NOBEL laureate, Professor Wole Soyinka, has been given a lifetime achievement award for his service to humanity. This is just as an institute was named after him at the University of Ibadan (UI).
The Prestige, Integrity, Nobility and Knowledge (PINK) Lifetime Achievement Award was presented to Professor Soyinka on Tuesday at the Wole Soyinka Theatre in UI during the plays that marked the end of the university’s 2024 Convocation and 76th Foundation Day ceremonies.
The convocation play was based on Wole Soyinka’s new play, ‘Canticles for a Pyre Foretold’.
The organisers of the PINK Award disclosed that the recognition was given to Soyinka for his contributions to knowledge, literature and society.
The initiator of the PINK Award, Dr Veronica Okei, described Soyinka as a living legend and a colossal blessing to Nigeria.
The president of Women Arise for Change Initiative and promoter of the PINK Award, Dr Joe Okei-Odumakin, stated that PINK, now in its eleventh year, is a platform for celebrating achievers, adding that no human rights activist has had the kind of impact Soyinka has had in the last 60 years.
“Professor Soyinka is an enigma, a man of the people, and a man who has become eternal in text.
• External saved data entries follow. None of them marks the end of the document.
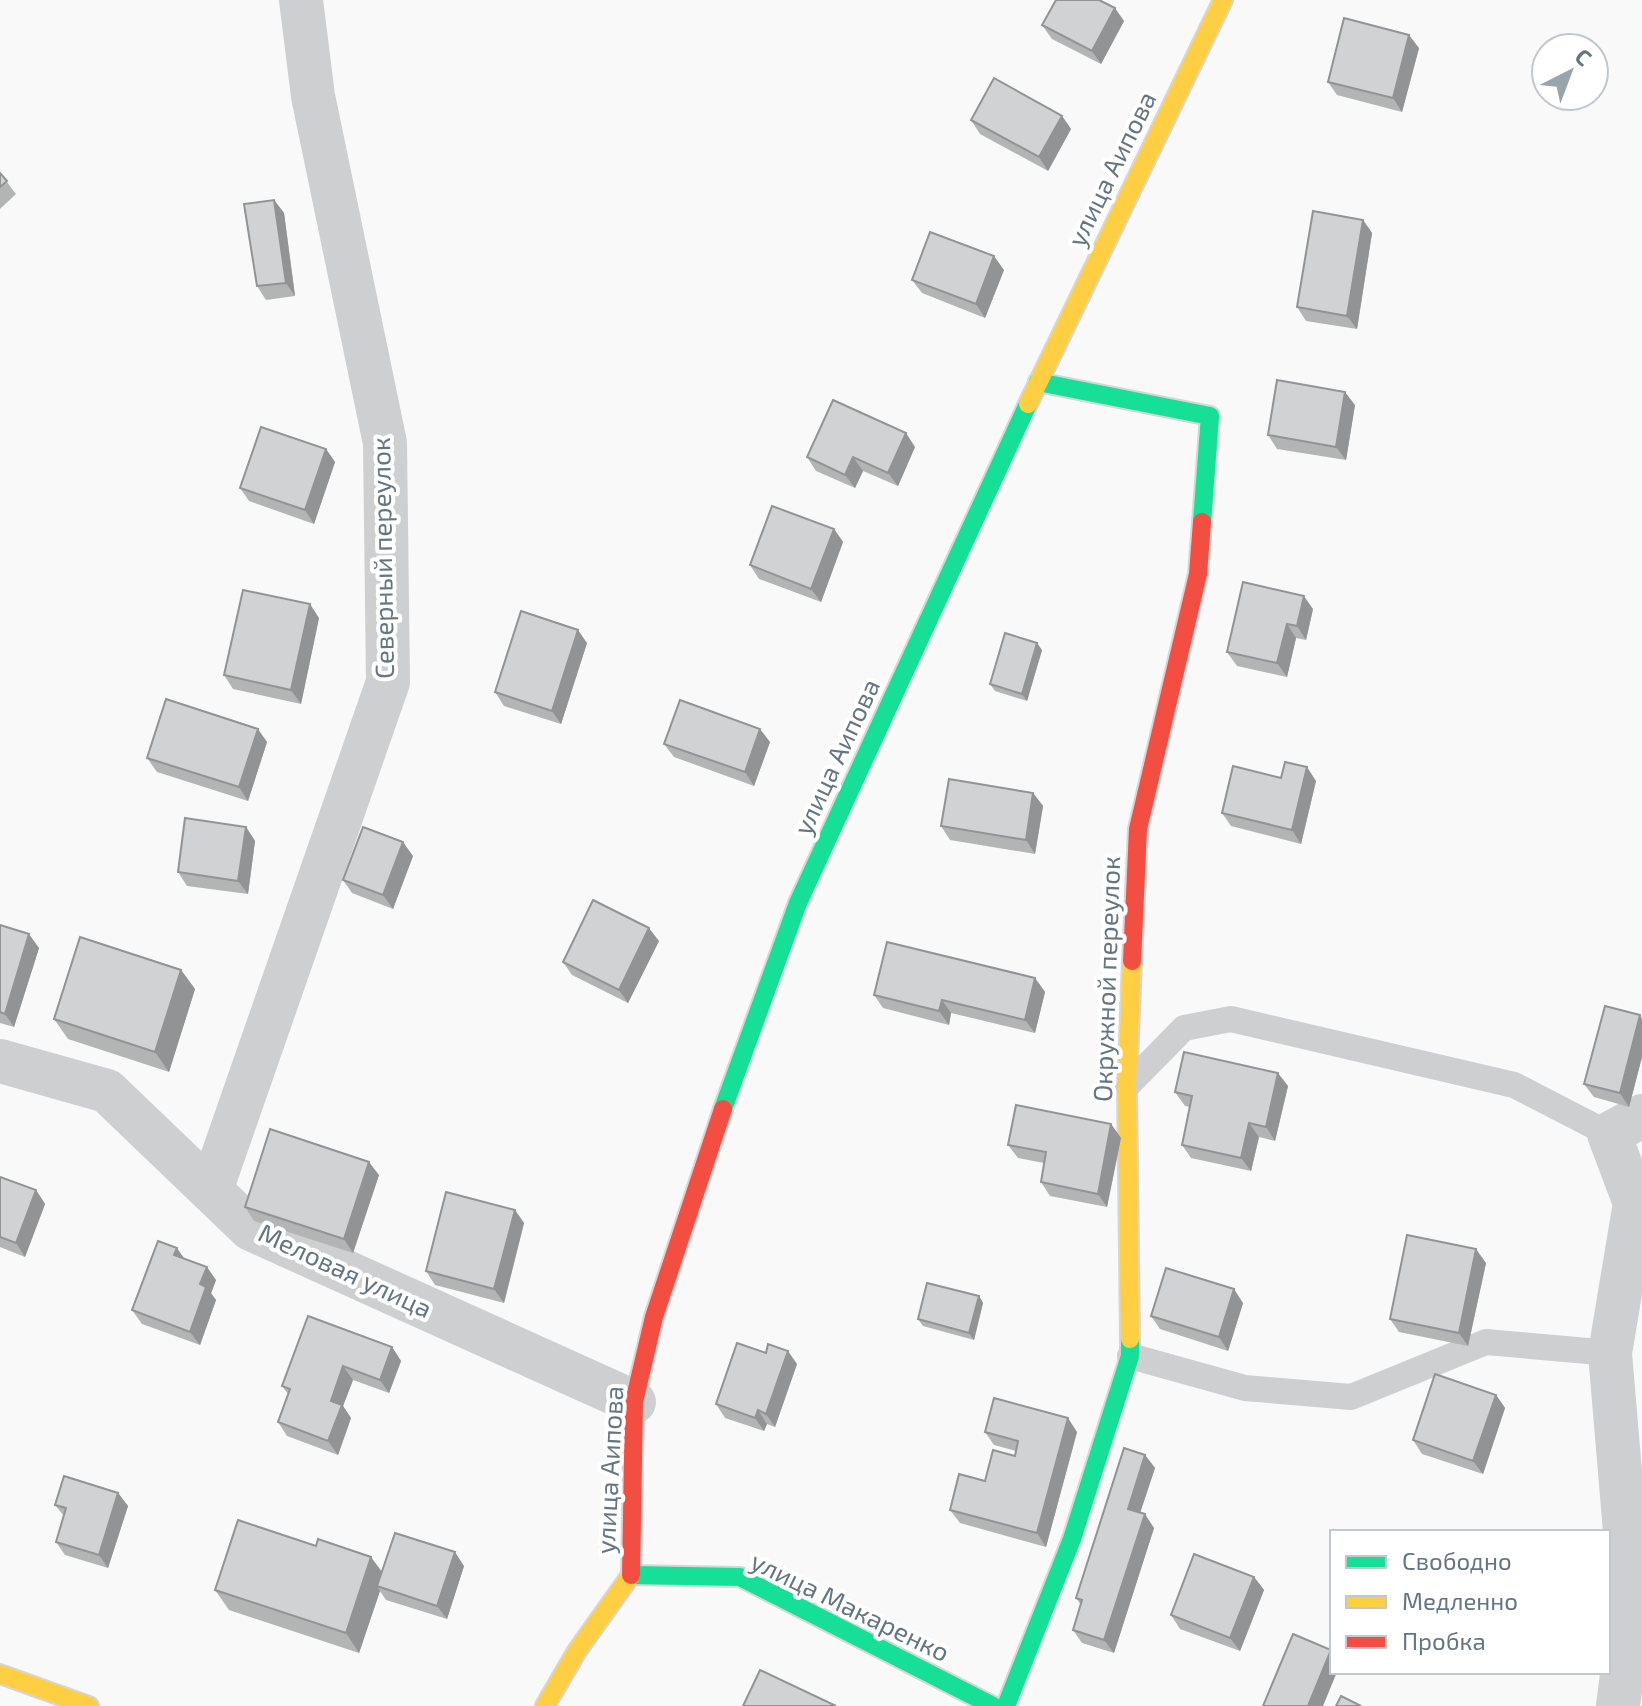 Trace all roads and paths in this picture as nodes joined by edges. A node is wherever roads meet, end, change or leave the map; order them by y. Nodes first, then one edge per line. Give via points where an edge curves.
1 (301, 0) edge
2 (1223, 0) edge
3 (1038, 382) junction
4 (0, 1061) edge
5 (1127, 1086) junction
6 (1625, 1125) edge
7 (211, 1190) junction
8 (1610, 1353) junction
9 (1130, 1356) junction
10 (634, 1402) junction
11 (631, 1575) junction
12 (0, 1674) edge
13 (89, 1706) edge
14 (545, 1706) edge
15 (993, 1706) edge
16 (1006, 1706) edge
17 (1618, 1706) edge

1 - 7 street, Северный переулок via 313,96 385,443 388,682
2 - 3 street, улица Аипова
3 - 5 street, Окружной переулок via 1210,416 1198,574 1138,829
3 - 10 street, улица Аипова via 798,903 706,1155 654,1317
4 - 7 street, Меловая улица via 107,1091
5 - 6 lane via 1184,1028 1231,1019 1514,1085
5 - 9 street, Окружной переулок
6 - 8 street via 1635,1203
7 - 10 street, Меловая улица via 251,1229
8 - 9 lane via 1486,1342 1351,1397 1245,1388
8 - 17 street via 1631,1603
9 - 16 street, Окружной переулок via 1072,1539
10 - 11 street, улица Аипова
11 - 14 street
11 - 15 street, улица Макаренко via 740,1577
12 - 13 street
And for years to come, we will keep preaching about him,” she said.
Soyinka, commenting on the award presented, stated that while he appreciated what the PINK acronym means, pink is not his favourite colour.
While appreciating Women Arise and PINK for the recognition, he added, “I will try my best to celebrate privately with pink champagnes.”
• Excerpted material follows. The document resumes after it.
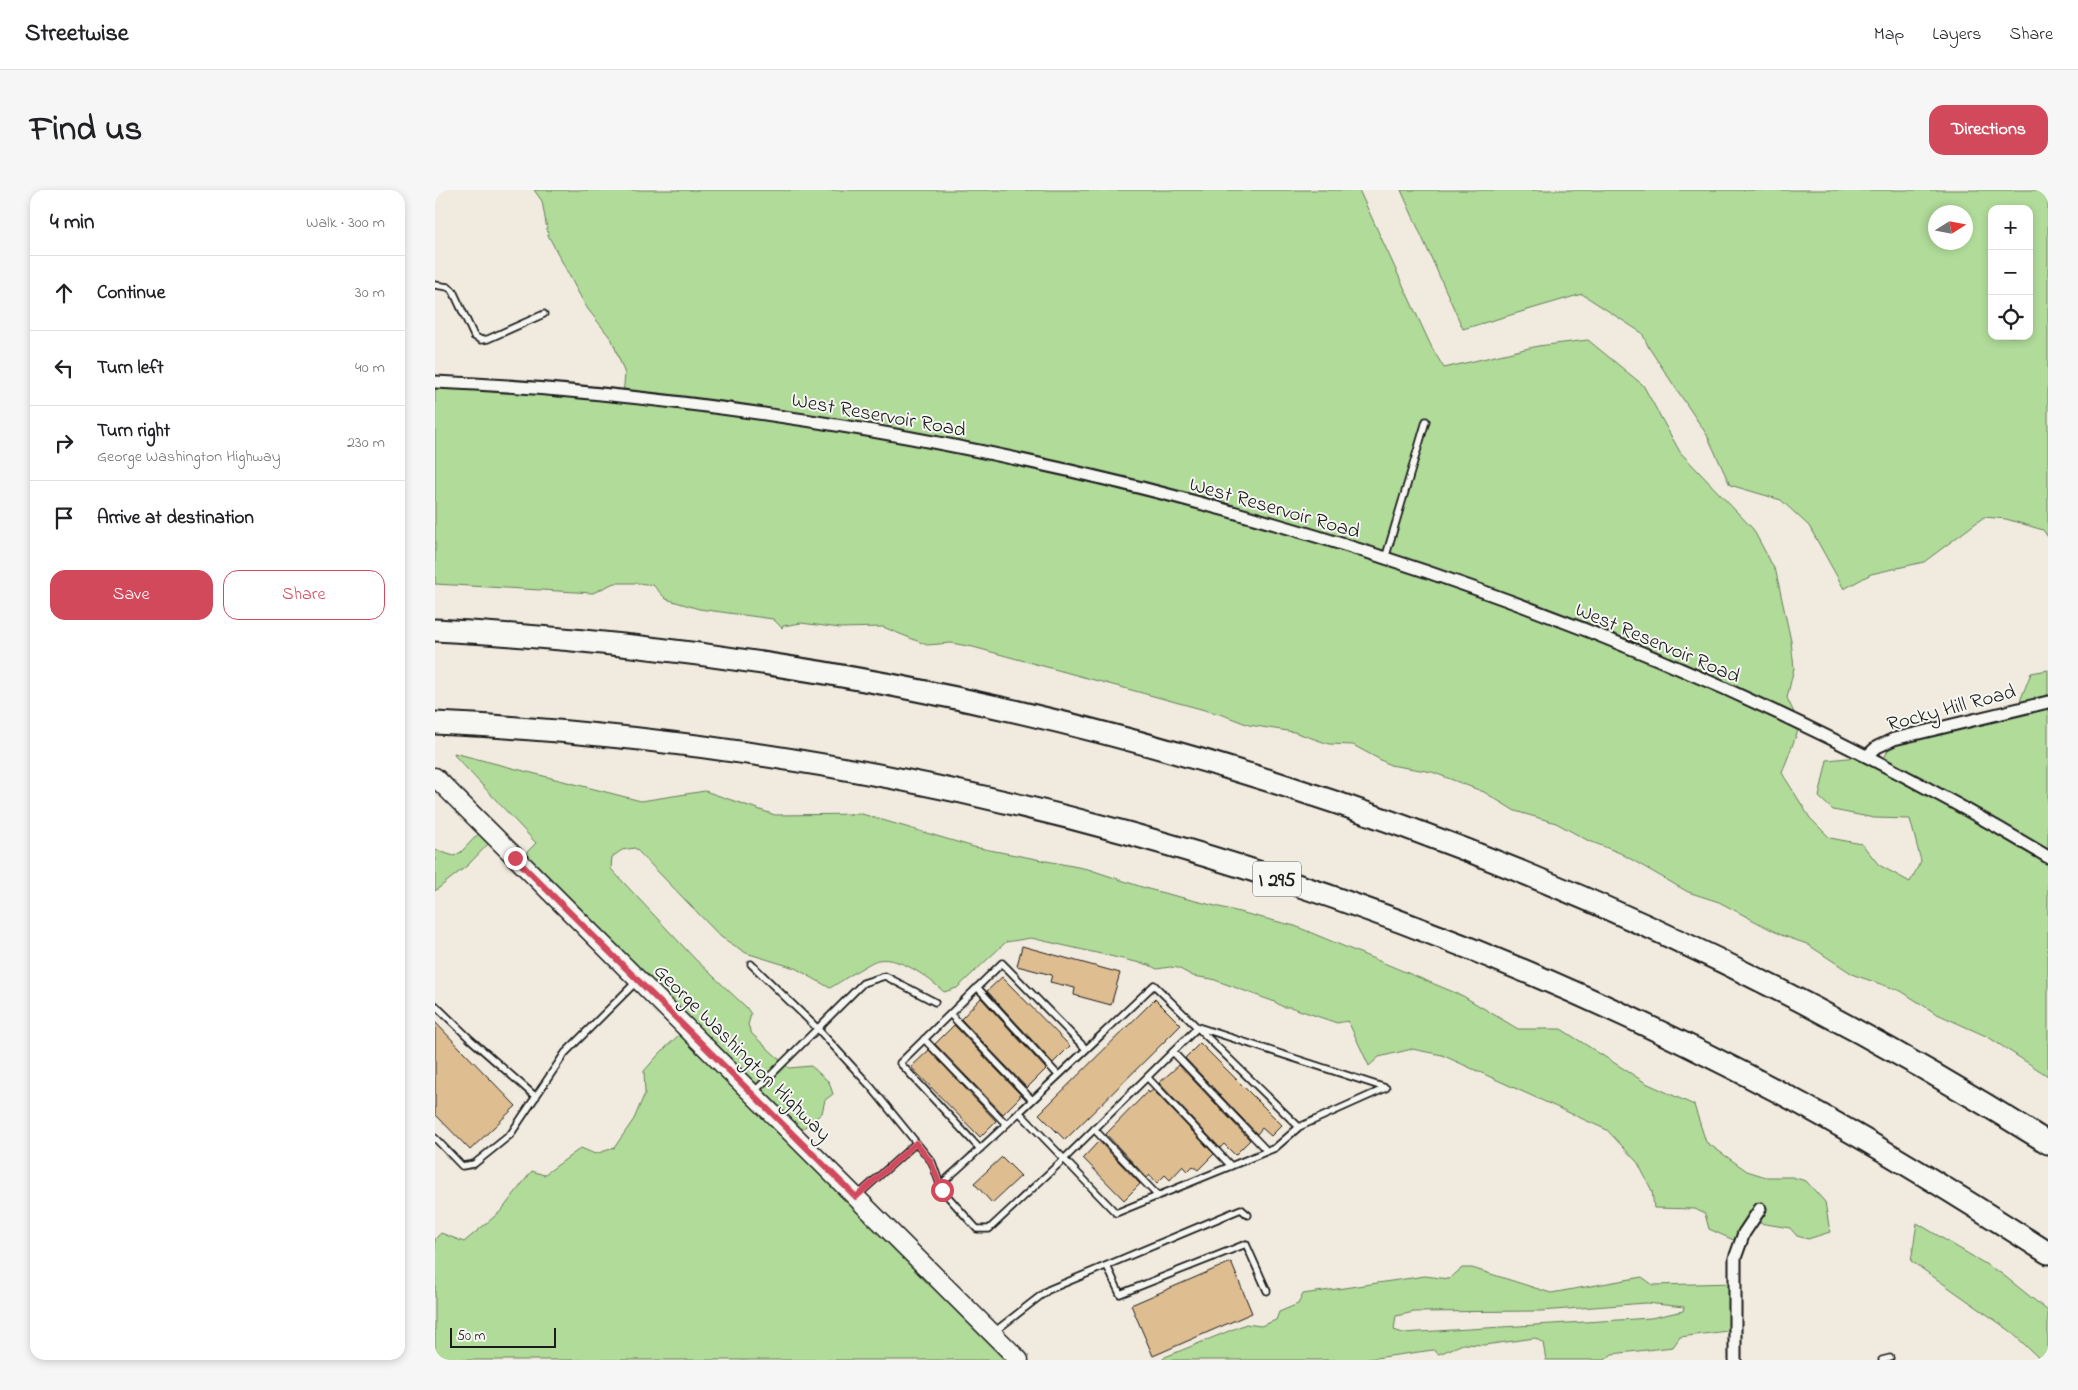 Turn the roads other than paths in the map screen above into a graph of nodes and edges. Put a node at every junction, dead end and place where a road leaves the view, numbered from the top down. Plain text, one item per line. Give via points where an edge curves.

Also at the event, the vice chancellor of the university, Professor Kayode Adebowale, emphasised that the Nobel laureate, who has brought many honours and recognitions to the university, means a lot to the ivory tower, adding that Soyinka’s name is synonymous with the university.
The VC said that the university’s art theatre, named after Professor Wole Soyinka in 2018, has been a place where all the plays of the playwright have been performed over and over again.
He revealed that Soyinka has named the university as one of the organisations that will manage his Abeokuta residence alongside the Wole Soyinka Foundation.
The VC also revealed that the university will establish the Wole Soyinka Institute “where all the works and anything that has to do with the playwright will be studied.”
The convocation play, in line with the ‘Canticles’, depicts the life of the young lady, Deborah Emmanuel, the second-year student of Shehu Shagari College of Education, Sokoto, who was stoned and burnt to death for blaspheming Islam.
The play also touched on child marriage as is practiced in northern Nigeria, and other related extreme practices in the country in the name of religion and spirituality.
In the convocation play manual, Soyinka commented on his new play ‘Canticles for a Pyre Foretold’. He stated that the ‘Canticles’ is a narrative of the logical end of religious tolerance, where it becomes unremarkable to kill, instigate killing, and the likes.
“However, the ‘Canticles’ is a question thrown at the human claim to rational existence and a fundamentalist pact of solidarity with the sanctity of every human life,” he added.
Giving more details about the play, the director, Dr Tunde Awosanmi, noted that the play resides in the category of realistic satires. The play, rooted in religion and spirituality, he added, is based on the idea that “all earth is home of the deities.”
He stated Africa and other continents have experienced the bitter misapprehension of the earth, especially in the hands of gospellers, envangelisers, and enforcers of guests and visiting faiths in many lands.
“Soyinka’s ‘Canticles’ audaciously challenges all pompous faiths of the world. Religion ought to be bastions and sanctuaries of humanity, tolerance and stoicism,” he added.